When there is high stress, cortisol works in concert with adrenaline, continuing to release high levels of the steroid.  The problems resulting from this combination are many:

  • Insomnia
  • Palpitations
  • Anxiety
  • Depression
  • Digestive problems
  • Achy joints
  • Hormone imbalances for both women and men
  • Weight gain
  • Chronic inflammation processes, like arthritis, high blood pressure, heart disease and diabetes
  • Auto-Immune diseases, like Crohn’s, Lupus, Rheumatoid Arthritis and Hashimoto’s Thyroiditis

So, how do you deal with the stressors of life?

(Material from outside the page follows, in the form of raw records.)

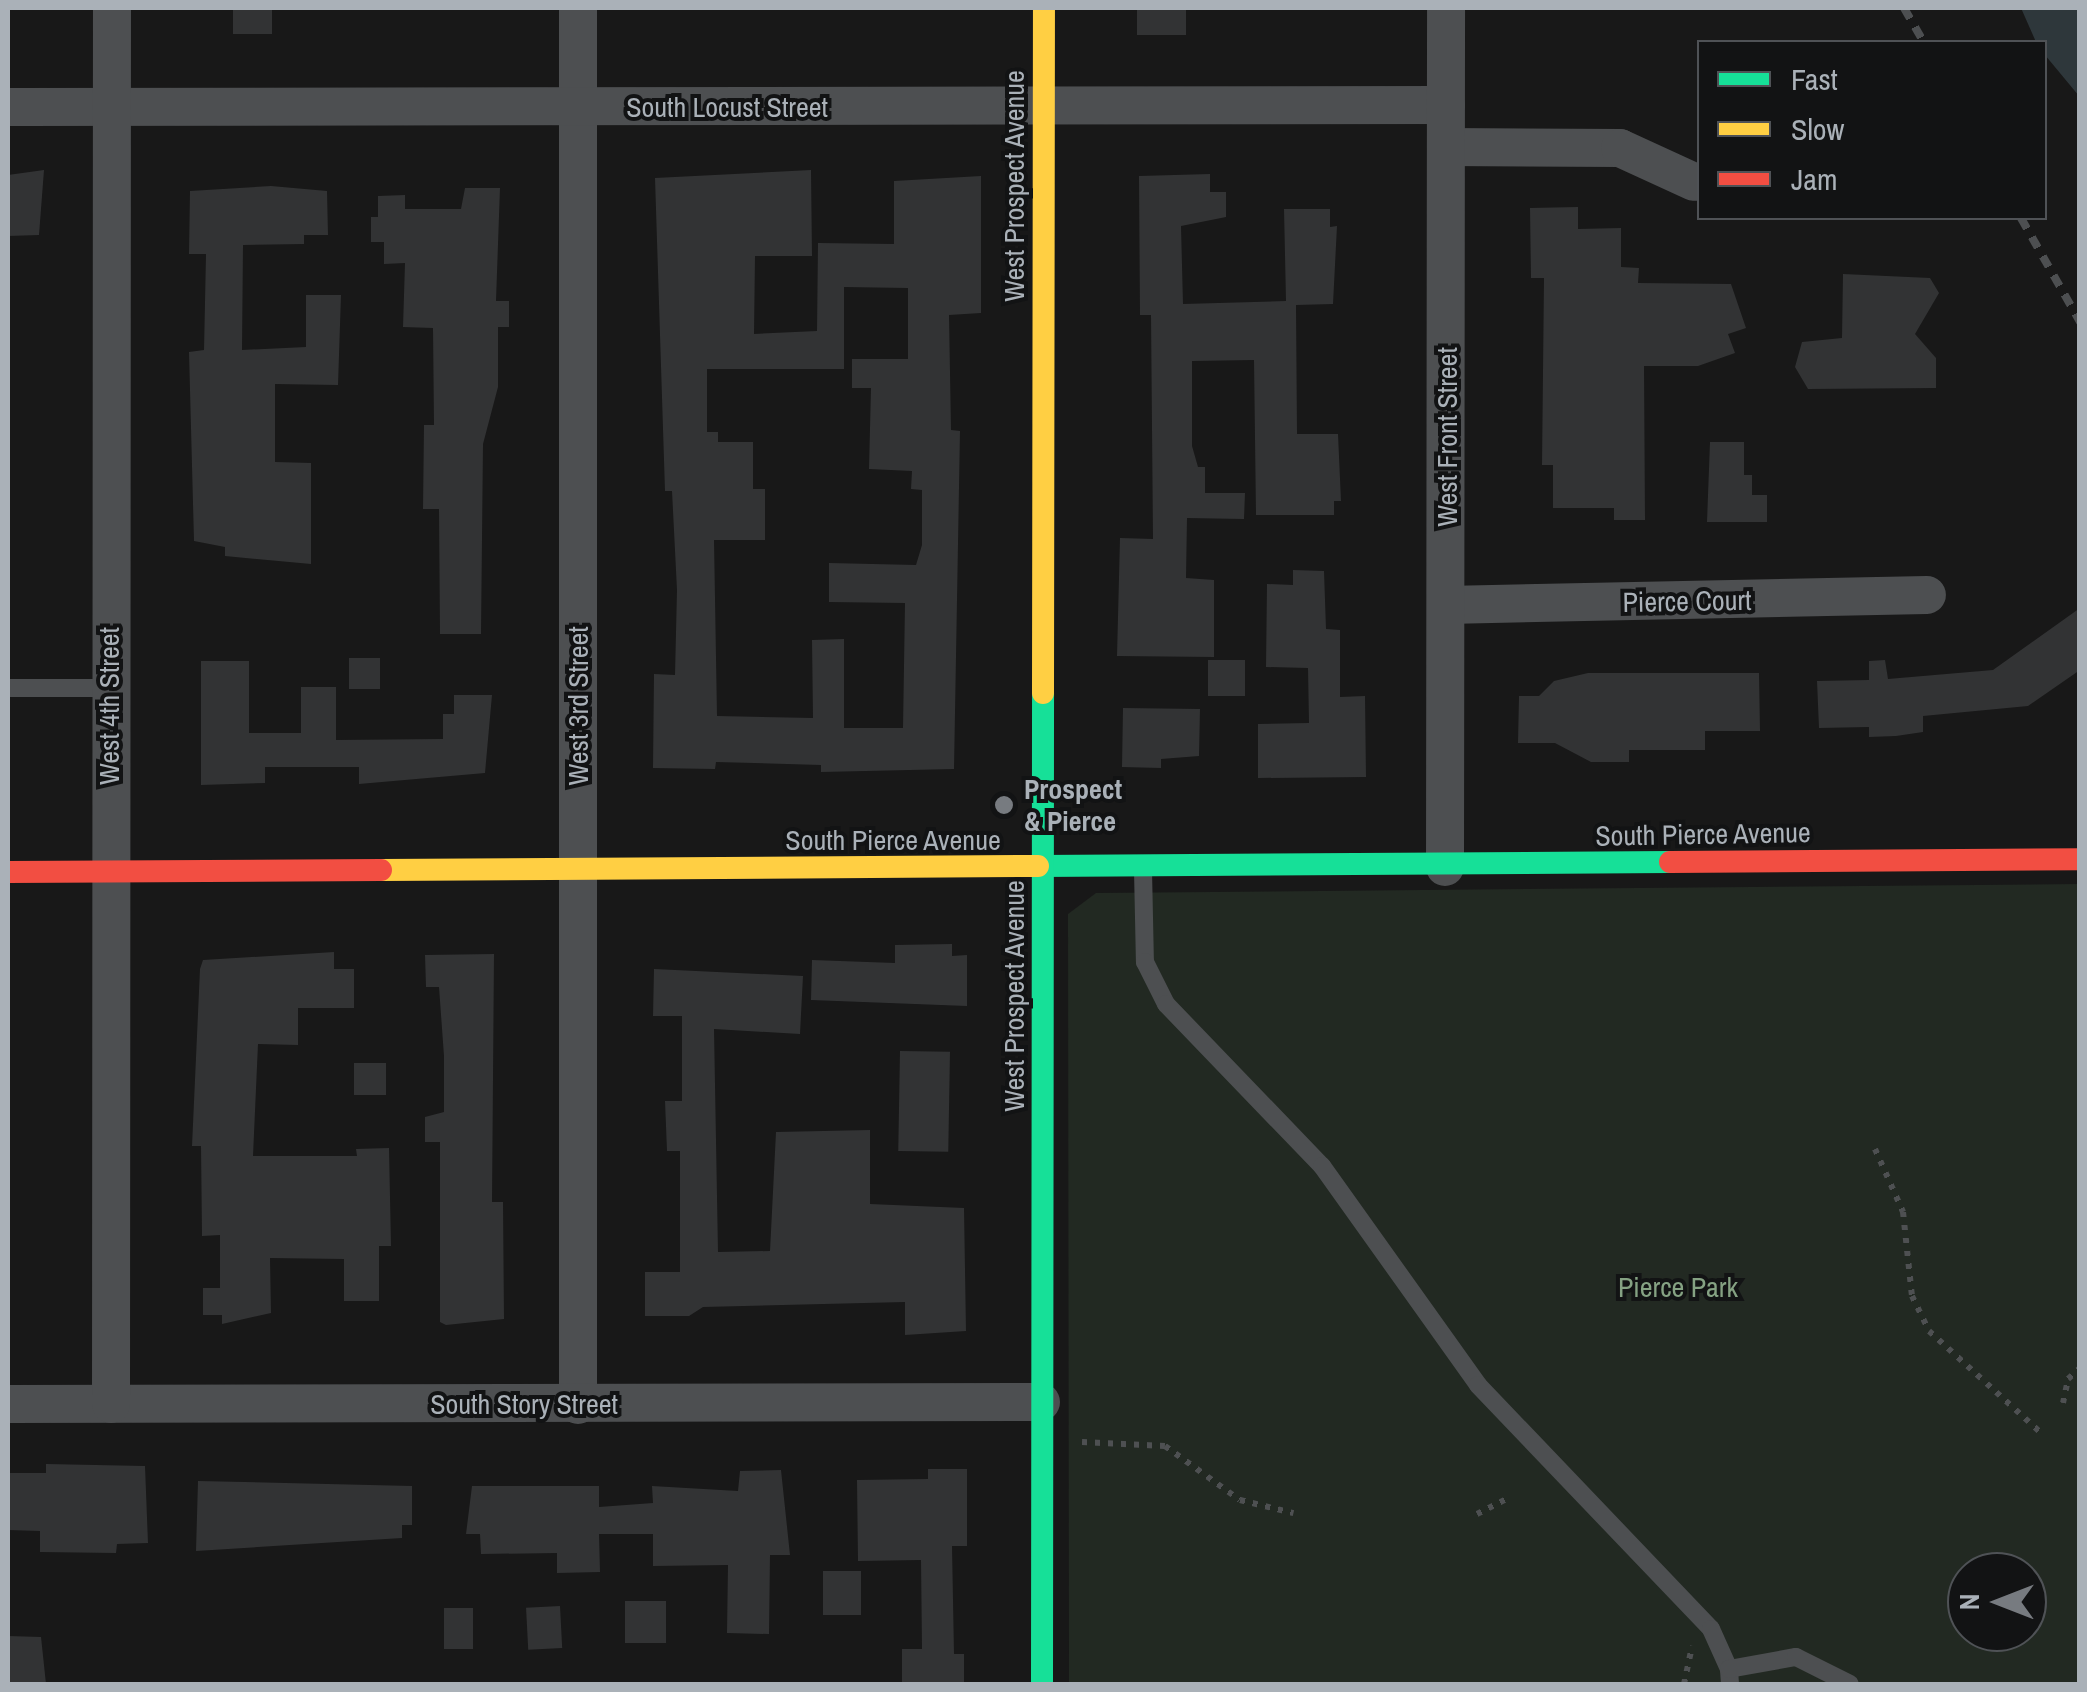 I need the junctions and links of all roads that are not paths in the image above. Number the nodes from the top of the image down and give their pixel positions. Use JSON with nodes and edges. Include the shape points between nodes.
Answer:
{"nodes":[{"id":1,"x":112,"y":8,"type":"edge"},
{"id":2,"x":578,"y":8,"type":"edge"},
{"id":3,"x":1044,"y":8,"type":"edge"},
{"id":4,"x":1446,"y":8,"type":"edge"},
{"id":5,"x":1446,"y":105,"type":"junction"},
{"id":6,"x":1044,"y":106,"type":"junction"},
{"id":7,"x":8,"y":107,"type":"edge"},
{"id":8,"x":112,"y":107,"type":"junction"},
{"id":9,"x":578,"y":108,"type":"junction"},
{"id":10,"x":1446,"y":147,"type":"junction"},
{"id":11,"x":1694,"y":182,"type":"dead end"},
{"id":12,"x":1927,"y":595,"type":"dead end"},
{"id":13,"x":1446,"y":605,"type":"junction"},
{"id":14,"x":8,"y":688,"type":"edge"},
{"id":15,"x":108,"y":688,"type":"junction"},
{"id":16,"x":2080,"y":859,"type":"edge"},
{"id":17,"x":1444,"y":867,"type":"junction"},
{"id":18,"x":1044,"y":869,"type":"junction"},
{"id":19,"x":1144,"y":870,"type":"junction"},
{"id":20,"x":8,"y":872,"type":"edge"},
{"id":21,"x":108,"y":872,"type":"junction"},
{"id":22,"x":579,"y":872,"type":"junction"},
{"id":23,"x":1040,"y":1402,"type":"junction"},
{"id":24,"x":8,"y":1404,"type":"edge"},
{"id":25,"x":111,"y":1404,"type":"junction"},
{"id":26,"x":578,"y":1405,"type":"junction"},
{"id":27,"x":1729,"y":1676,"type":"edge"},
{"id":28,"x":1042,"y":1684,"type":"edge"},
{"id":29,"x":1850,"y":1684,"type":"edge"}],
"edges":[{"from":1,"to":8,"type":"street","name":"West 4th Street"},
{"from":2,"to":9,"type":"street","name":"West 3rd Street"},
{"from":3,"to":6,"type":"street","name":"West Prospect Avenue"},
{"from":4,"to":5,"type":"street","name":"West Front Street"},
{"from":5,"to":6,"type":"street","name":"South Locust Street"},
{"from":5,"to":10,"type":"street","name":"West Front Street"},
{"from":6,"to":9,"type":"street","name":"South Locust Street"},
{"from":6,"to":18,"type":"street","name":"West Prospect Avenue"},
{"from":7,"to":8,"type":"street","name":"South Locust Street"},
{"from":8,"to":9,"type":"street","name":"South Locust Street"},
{"from":8,"to":15,"type":"street","name":"West 4th Street"},
{"from":9,"to":22,"type":"street","name":"West 3rd Street"},
{"from":10,"to":11,"type":"street","via":[[1620,148]]},
{"from":10,"to":13,"type":"street","name":"West Front Street"},
{"from":12,"to":13,"type":"street","name":"Pierce Court"},
{"from":13,"to":17,"type":"street","name":"West Front Street"},
{"from":14,"to":15,"type":"lane"},
{"from":15,"to":21,"type":"street","name":"West 4th Street"},
{"from":16,"to":17,"type":"street","name":"South Pierce Avenue"},
{"from":17,"to":19,"type":"street","name":"South Pierce Avenue"},
{"from":18,"to":19,"type":"street","name":"South Pierce Avenue"},
{"from":18,"to":22,"type":"street","name":"South Pierce Avenue"},
{"from":18,"to":23,"type":"street","name":"West Prospect Avenue"},
{"from":19,"to":27,"type":"lane","via":[[1152,983],[1349,1199],[1478,1384],[1711,1629]]},
{"from":20,"to":21,"type":"street","name":"South Pierce Avenue"},
{"from":21,"to":22,"type":"street","name":"South Pierce Avenue"},
{"from":21,"to":25,"type":"street","name":"West 4th Street"},
{"from":22,"to":26,"type":"street","name":"West 3rd Street"},
{"from":23,"to":26,"type":"street","name":"South Story Street"},
{"from":23,"to":28,"type":"street","name":"West Prospect Avenue"},
{"from":24,"to":25,"type":"street","name":"South Story Street"},
{"from":25,"to":26,"type":"street","name":"South Story Street"},
{"from":27,"to":29,"type":"lane","via":[[1805,1657]]}]}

There are six ways, from this writer’s vantage point:

  • Meditation
  • Good Nutrition
  • Supplementation
  • Exercise/Movement/Deep Breathing
  • Natural treatment modalities like acupuncture
  • Laughter

Meditation – or being still – helps us to re-connect with our Source, our Higher Self on a regular basis.  This not only gives us better focus, but is also a reminder that many of today’s stresses can be controlled simply by being patient and loving with ourselves and others.

Good Nutrition gives your body natural energy, allowing it to be fully functional.  Eating high-quality food at regular intervals keeps blood sugar even.  This makes it possible to more easily handle certain stressors that might normally seem daunting.

Supplementation is vital, as many of us are missing those very nutrients in our diet that will balance the hormone and immune systems and relieve inflammatory processes caused by chronic imbalance.

Exercise, movement and deep breathing do a few things.  They:

  • Tone the body
  • Help to burn calories
  • Assist with weight loss
  • Increase oxygen levels in the body
  • Increase blood circulation
  • Release dopamine and endorphins that help stop pain and elevate the mood

Treatment with acupuncture and several other modalities of traditional Chinese medicine can do the following to jumpstart your body to heal:

  • Balance all hormones, including adrenaline & cortisol
  • Aid with sleep and relaxation
  • Reduce/manage pain
  • Reduce anxiety
  • Reduce cravings for certain substances/foods that are detrimental to health
  • Reduce weight
  • Elevate mood
  • Regulate the immune system
  • Relieve and reduce inflammation
  • Balance blood circulation

Laughter is a must.  Whether you like to watch funny movies, your favorite comedy show, or engage in an activity that engenders healthy laughter, this contributes greatly in reducing stress by making life a little bit lighter.

We will often have stressors showing up in life.  But stress is manageable and doesn’t have to impact our health.  When taking proper precautions and utilizing treatment methods outlined above, we can unplug from the matrix and manage that stress – like water off a duck’s back!

HAVE A HAPPY, HEALTHY, FUN, SAFE, STRESS-FREE HOLIDAY SEASON!